Наконец, последний важнейший признак постколониального подхода в изучении истории бывших колоний заключается, на мой взгляд, в ярко выраженной тенденции к рефлексии по поводу собственной роли исследователя как историка, интеллектуала, ученого. Иначе и не может быть, поскольку постколониализм интересуется ролью историографии и взятыми ею на себя функциями в деле конструирования колониальной и национальной идентичности, игнорирующей фактическую гетерогенность.[31]
В завершение этого раздела надо выяснить вопрос о том, насколько оправданно говорить не только о дискурсивном постколониальном состоянии (как выше говорилось о посткоммунистическом состоянии – ведь все общества на земле расстались с колониализмом и теми политическими, социальными и моральными идеями, выражением которых он являлся), но и об общественном “постколониализме”. Это означало бы, что общества, находящиеся на постколониальном историческом этапе (исходная позиция их трансформации поддается точному описанию), оказываются подвержены дискурсивным и макроинституциональным потрясениям, сопровождающим крушение колониальных империй, и вырабатывают в связи с этим специфические практики памяти. В своих рассуждениях я исхожу из того, что постколониальный исторический дискурс сам по себе есть своего рода институционализированная практика памяти, которую можно исследовать через своеобразие репрезентации этой исходной позиции. Поскольку далее я буду более подробно говорить на эту тему, здесь я ограничусь самыми общими замечаниями.

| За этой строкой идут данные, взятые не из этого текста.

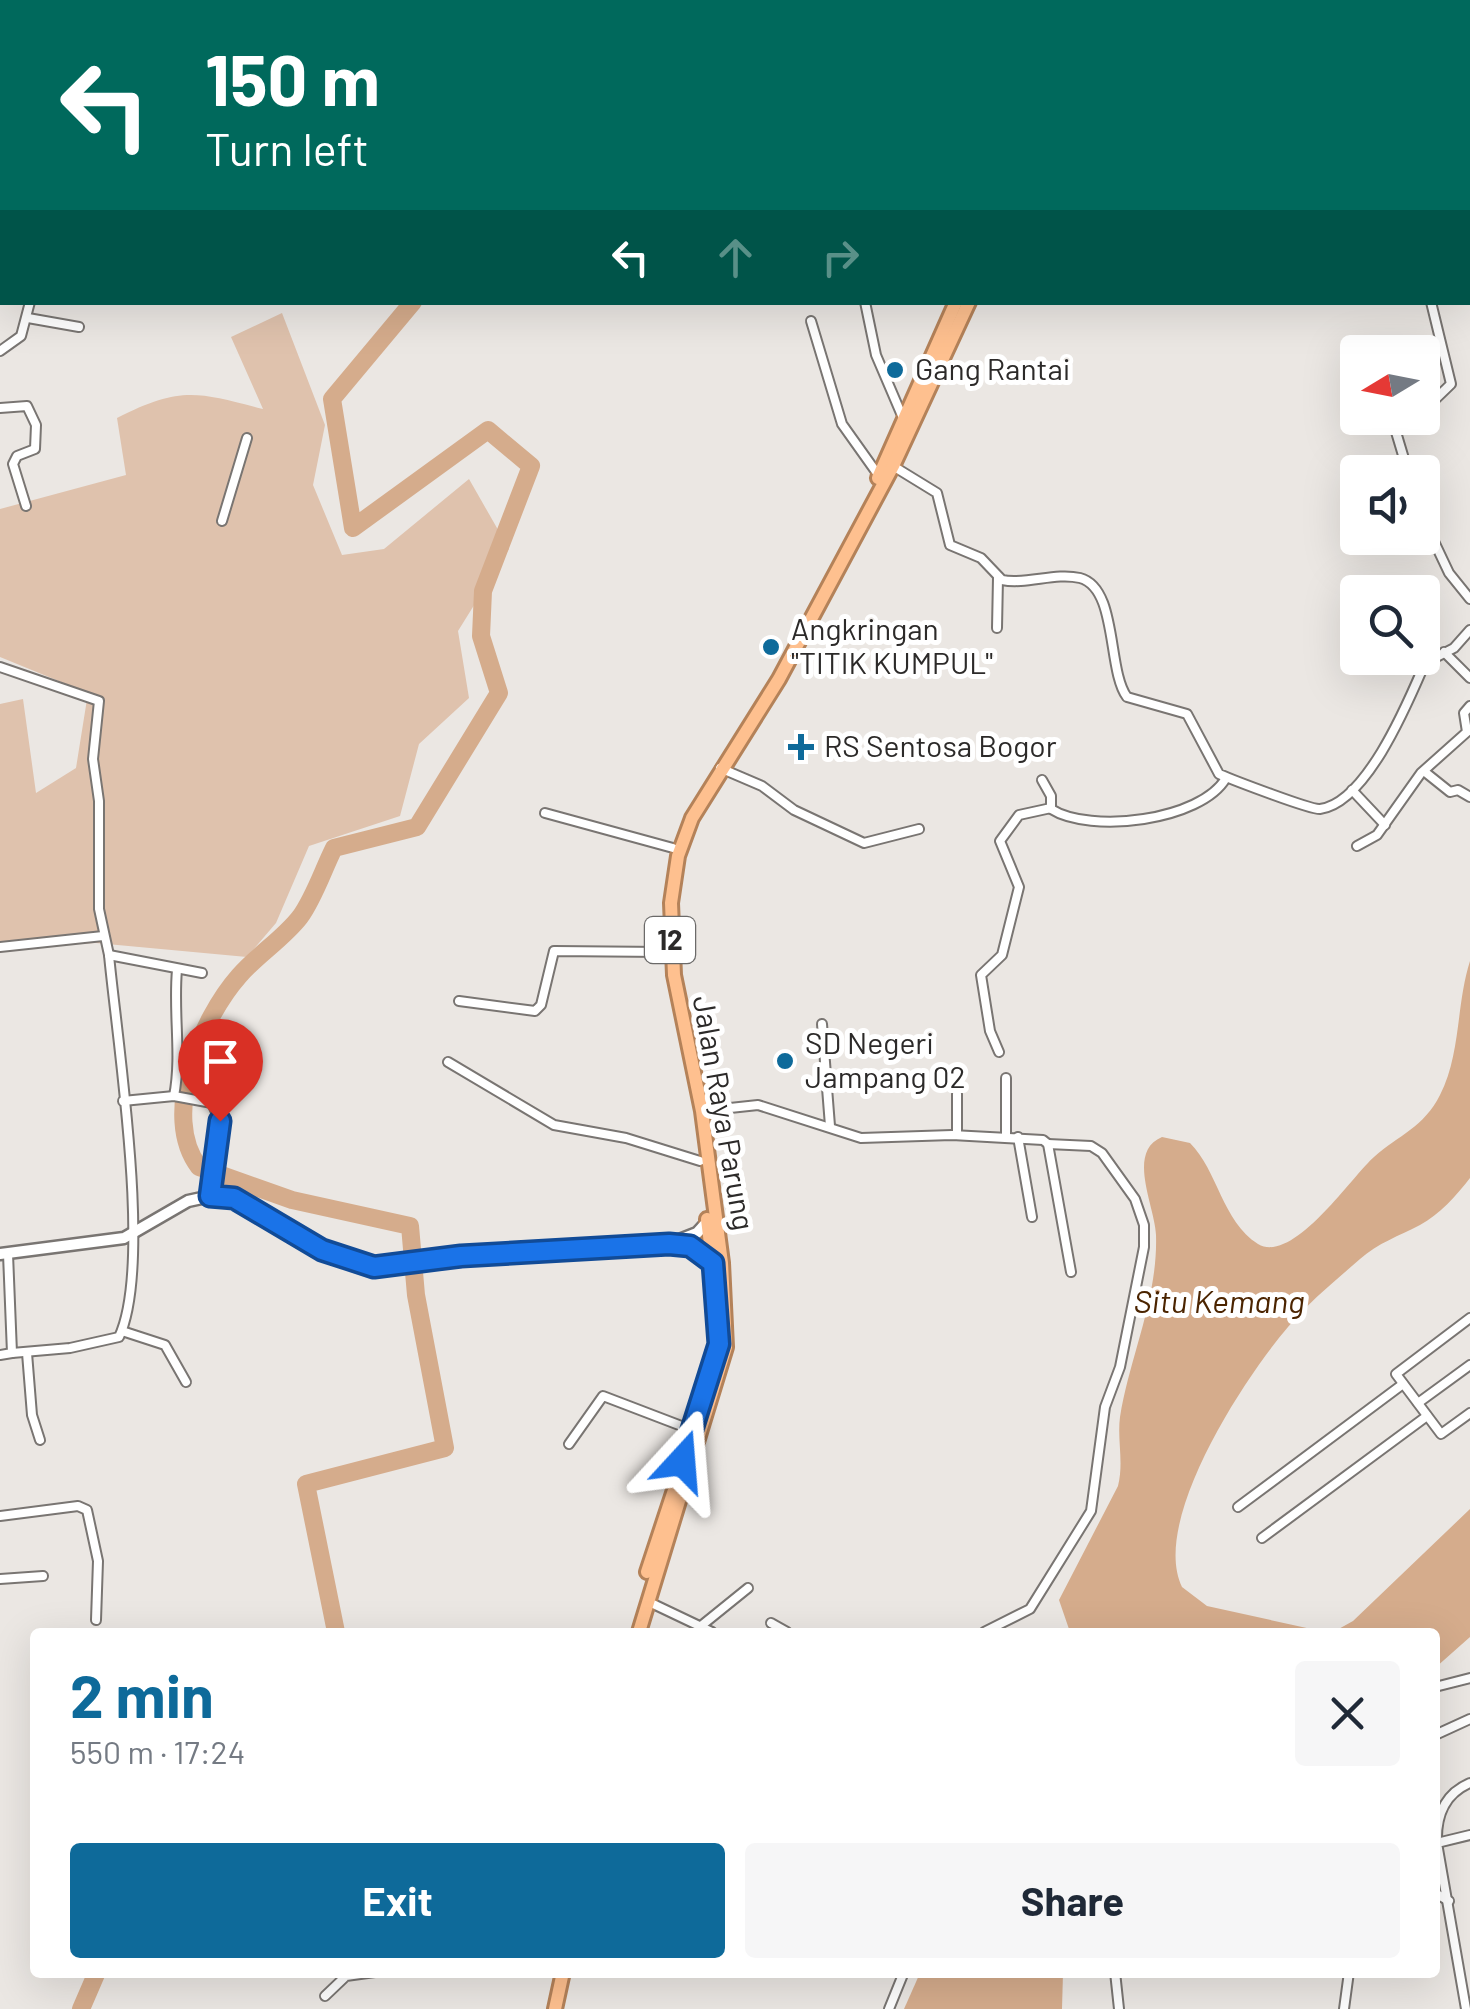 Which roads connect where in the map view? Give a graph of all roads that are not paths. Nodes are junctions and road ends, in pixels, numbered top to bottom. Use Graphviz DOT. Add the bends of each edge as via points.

На мой взгляд, анализ дискурсивных концептов нации и национального государства, как и их деконструкцию, можно рассматривать как реакцию на два процесса макроинституциональных изменений и обусловленное ими реструктурирование политико-легитимационных дискурсов. Я имею в виду, во-первых, постколониальное состояние – глобальное усиление такой политической формы организации, как национальное государство, вследствие деколонизации (примечательным исключением из этого процесса является СССР и ряд социалистических стран) и, во-вторых, общественный постколониализм, вернее, такое специфическое явление, как установление в новых независимых государствах правительств, образовавшихся на основе национально-освободительных движений.[32] Продемонстрированная этими правительствами неспособность представить интересы всего населения новообразовавшихся государств в сочетании с их непрекращающейся политической, экономической и военной зависимостью от бывших метрополий (и от Советского Союза) не могла не дискредитировать сам концепт нации как объединяющего и политизирующего фактора. По этой причине репрезентация прошлого в бывших колониях была невозможна без одновременной рефлексии по поводу его связи с национальными институтами и дискурсами (“национальное государство”, “национальная идея”). На интерпретацию этой связи сильное влияние оказали метрополии. Таким образом, постколониальный подход в историографии касается не только постколониальных обществ.
Кроме того, как я уже писал, в данном контексте было невозможно обойтись без массированной критики социологических и политологических представлений об общественном устройстве – например, теории модернизации парсоновского или марксистского толка.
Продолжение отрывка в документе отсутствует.